Пришел в себя он уже в камере, заключенный под стражу по обвинению в нападении, подстрекательстве и анархистской пропаганде.
Он пристально посмотрел на меня своими светлыми влажными глазами, которые в сумерках казались огромными. Потом тихо добавил: «Скверно, конечно. Но ведь даже тогда я еще мог спастись».
Это вряд ли. Шансы и так были невелики, а молодой адвокат-социалист, который вызвался его защищать, лишил его последней надежды. Напрасно Поль уверял, что он вовсе не анархист, а скромный, порядочный механик, который только рад вкалывать в своей мастерской по десять часов в день. На суде его представили жертвой общества, а его пьяные крики – выражением нескончаемых страданий. Молодой адвокат преследовал свой интерес – этот процесс как нельзя лучше подходил для успешного начала карьеры. Речь защитника была признана блестящей.
Бедняга Поль замолк, сглотнул и подытожил: «Для ранее не судимого я получил максимальный срок».
Я пробурчал нечто подобающее. Он опустил голову и скрестил руки.
«Когда меня выпустили из тюрьмы, – начал он тихо, – я первым делом направился в свою старую мастерскую. Прежде патрон меня привечал, но теперь, едва увидев, позеленел от страха и дрожащей рукой указал на дверь».
Поль был удручен.
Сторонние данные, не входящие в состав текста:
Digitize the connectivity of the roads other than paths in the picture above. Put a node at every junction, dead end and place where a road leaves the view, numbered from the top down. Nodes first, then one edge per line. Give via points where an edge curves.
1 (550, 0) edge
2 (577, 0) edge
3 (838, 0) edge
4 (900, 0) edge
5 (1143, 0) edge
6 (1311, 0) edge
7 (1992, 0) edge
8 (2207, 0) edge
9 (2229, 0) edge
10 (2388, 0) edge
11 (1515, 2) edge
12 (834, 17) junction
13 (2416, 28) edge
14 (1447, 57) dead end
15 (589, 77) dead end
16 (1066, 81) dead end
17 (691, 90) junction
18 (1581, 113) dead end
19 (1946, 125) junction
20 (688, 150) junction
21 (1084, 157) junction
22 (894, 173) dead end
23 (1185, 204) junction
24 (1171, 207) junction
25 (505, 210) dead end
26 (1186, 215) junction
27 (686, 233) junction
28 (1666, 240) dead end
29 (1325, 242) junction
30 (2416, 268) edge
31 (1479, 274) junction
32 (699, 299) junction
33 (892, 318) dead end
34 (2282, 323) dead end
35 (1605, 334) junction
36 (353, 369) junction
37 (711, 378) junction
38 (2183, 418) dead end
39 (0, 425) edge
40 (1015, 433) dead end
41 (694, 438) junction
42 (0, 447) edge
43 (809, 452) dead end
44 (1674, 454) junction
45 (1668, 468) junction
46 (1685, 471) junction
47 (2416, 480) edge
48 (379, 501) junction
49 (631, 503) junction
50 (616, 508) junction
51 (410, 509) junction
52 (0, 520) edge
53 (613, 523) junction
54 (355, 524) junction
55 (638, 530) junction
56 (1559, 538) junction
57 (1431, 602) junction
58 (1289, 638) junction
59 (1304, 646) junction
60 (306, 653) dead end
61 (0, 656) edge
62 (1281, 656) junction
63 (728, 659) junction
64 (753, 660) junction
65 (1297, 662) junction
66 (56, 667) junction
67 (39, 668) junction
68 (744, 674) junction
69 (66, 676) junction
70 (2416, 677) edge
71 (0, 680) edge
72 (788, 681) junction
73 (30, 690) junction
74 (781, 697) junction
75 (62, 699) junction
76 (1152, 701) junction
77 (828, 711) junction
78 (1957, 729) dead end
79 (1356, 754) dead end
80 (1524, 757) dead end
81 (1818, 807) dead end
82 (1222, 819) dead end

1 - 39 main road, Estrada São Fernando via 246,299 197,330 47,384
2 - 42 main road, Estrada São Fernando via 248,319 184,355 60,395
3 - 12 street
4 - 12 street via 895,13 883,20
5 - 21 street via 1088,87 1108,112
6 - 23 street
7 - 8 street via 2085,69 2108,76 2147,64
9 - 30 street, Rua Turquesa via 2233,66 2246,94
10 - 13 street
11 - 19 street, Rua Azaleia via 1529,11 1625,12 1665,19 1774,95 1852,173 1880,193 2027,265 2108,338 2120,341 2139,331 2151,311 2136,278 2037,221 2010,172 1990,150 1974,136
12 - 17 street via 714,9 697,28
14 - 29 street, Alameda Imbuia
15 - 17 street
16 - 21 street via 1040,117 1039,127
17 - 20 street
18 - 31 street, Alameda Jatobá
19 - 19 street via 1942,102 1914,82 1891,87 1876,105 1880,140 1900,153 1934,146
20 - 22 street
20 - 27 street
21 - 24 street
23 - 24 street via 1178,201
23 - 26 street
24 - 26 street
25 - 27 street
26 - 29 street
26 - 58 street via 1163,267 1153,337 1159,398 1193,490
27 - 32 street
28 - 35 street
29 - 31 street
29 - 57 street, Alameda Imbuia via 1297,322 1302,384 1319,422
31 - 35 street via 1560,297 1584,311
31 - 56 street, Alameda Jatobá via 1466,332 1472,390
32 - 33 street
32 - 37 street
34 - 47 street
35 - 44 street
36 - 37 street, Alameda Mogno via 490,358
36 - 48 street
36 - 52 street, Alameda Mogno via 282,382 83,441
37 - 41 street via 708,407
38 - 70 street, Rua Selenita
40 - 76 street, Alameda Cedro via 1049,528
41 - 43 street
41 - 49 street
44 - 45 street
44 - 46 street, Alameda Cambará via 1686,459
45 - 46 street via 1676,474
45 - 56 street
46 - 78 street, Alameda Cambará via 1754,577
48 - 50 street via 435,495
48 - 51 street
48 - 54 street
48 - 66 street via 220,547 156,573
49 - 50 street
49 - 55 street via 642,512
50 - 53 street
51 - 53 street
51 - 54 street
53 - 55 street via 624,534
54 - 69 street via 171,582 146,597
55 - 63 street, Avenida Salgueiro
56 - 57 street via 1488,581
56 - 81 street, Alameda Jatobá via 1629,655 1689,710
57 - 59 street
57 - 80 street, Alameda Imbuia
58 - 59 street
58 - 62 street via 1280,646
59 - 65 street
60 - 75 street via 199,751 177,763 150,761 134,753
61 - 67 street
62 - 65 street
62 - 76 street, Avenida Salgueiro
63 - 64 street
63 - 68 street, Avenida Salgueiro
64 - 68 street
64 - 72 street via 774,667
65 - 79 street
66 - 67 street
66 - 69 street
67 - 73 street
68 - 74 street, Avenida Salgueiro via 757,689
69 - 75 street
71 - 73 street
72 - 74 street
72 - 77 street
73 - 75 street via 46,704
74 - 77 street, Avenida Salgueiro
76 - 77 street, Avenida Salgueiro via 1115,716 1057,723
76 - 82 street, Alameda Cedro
В полном замешательстве стоял он посреди улицы, когда к нему подошел средних лет мужчина и представился механиком. «Я тебя знаю, – сказал он Полю. – Я был на суде. Ты настоящий товарищ и правильно смотришь на мир. Но штука в том, брат, что на работу тебя теперь никто не возьмет. Эти буржуи сговорились сжить тебя со свету. У них свои методы. От богатых милости не жди».
От того, что с ним так участливо заговорили на улице, Полю заметно полегчало. Он, по-видимому, был из тех, кому поддержка и сочувствие просто необходимы. Мысль, что он нигде не сможет найти работу, привела его в полное отчаяние. Уж если патрон, который знал его как спокойного, порядочного, толкового работника, не хочет иметь с ним дела – о других и думать нечего. Это было ясно как день. Полиция не спускает с него глаз и не замедлит предупредить любого, кто решится ему помочь. Внезапно он почувствовал себя совершенно беспомощным и никому не нужным. И он последовал за человеком средних лет в маленькое кафе за углом, где они познакомились с другими настоящими товарищами. Его заверили, что умереть с голоду ему не дадут, даже если он не найдет работу, и они дружно выпили за полную победу над капиталистами и за разрушение общества.
Поль сидел, покусывая губу.
«Вот так, месье, я и стал товарищем, – сказал он и провел дрожащей рукой по лбу. – Как ни крути, а с миром, где человек может пропасть из-за лишнего стаканчика, что-то не так».
Он не поднимал глаз, но я видел, что за его унынием скрывается растущее возбуждение. Он ударил ладонью по скамье.
«Нет! – вскричал он. – Это было невыносимо! Под надзором полиции и товарищей я больше себе не принадлежал! Даже когда я шел снять пару франков со счета, за мной наблюдал какой-нибудь камрад. Он поджидал у дверей и присматривал, чтобы я не удрал. А сами-то они были по большей части обыкновенными домушниками. Идейными, надо признать. Они грабили богатых и, как они сами объясняли, – забирали то, что по праву принадлежало им. Когда я выпивал, я им верил. Среди них были простаки, но были и настоящие безумцы. Des exaltes – quoi! Пьяный я их обожал. Когда перебирал, то еще и злился на весь мир. Это и было мое отдохновение. Ярость стала моим прибежищем. Но невозможно ведь все время быть пьяным – n’est-ce pas, monsieur? А когда я трезвел, то боялся вырваться оттуда. Они бы закололи меня, как свинью».
Он снова сложил руки, а острый подбородок его приподнялся от горькой улыбки.
«Вскоре мне объявили, что пора приступать к работе. А работа была такая – грабить банк. А потом его же и взорвать. Я, как новичок, должен был следить за черным ходом и таскать котомку с бомбой, пока она не понадобится. После встречи, на которой все было окончательно спланировано, верные соратники не отпускали меня ни на шаг. Спорить я не осмеливался, иначе меня тихо прикончили бы прямо в комнате. Когда мы шли на дело, я подумал, не лучше ли броситься в Сену. Но пока я это обдумывал, мы пересекли мост, а потом у меня не было уже такой возможности».
В неровном свете огарка мне казалось, что передо мной сидит изящный молодой человек с пушистыми усиками и тонкими чертами лица, но пламя свечи качнулось, и на его месте я увидел дряхлого старика, скорбно прижимающего к груди дрожащие руки.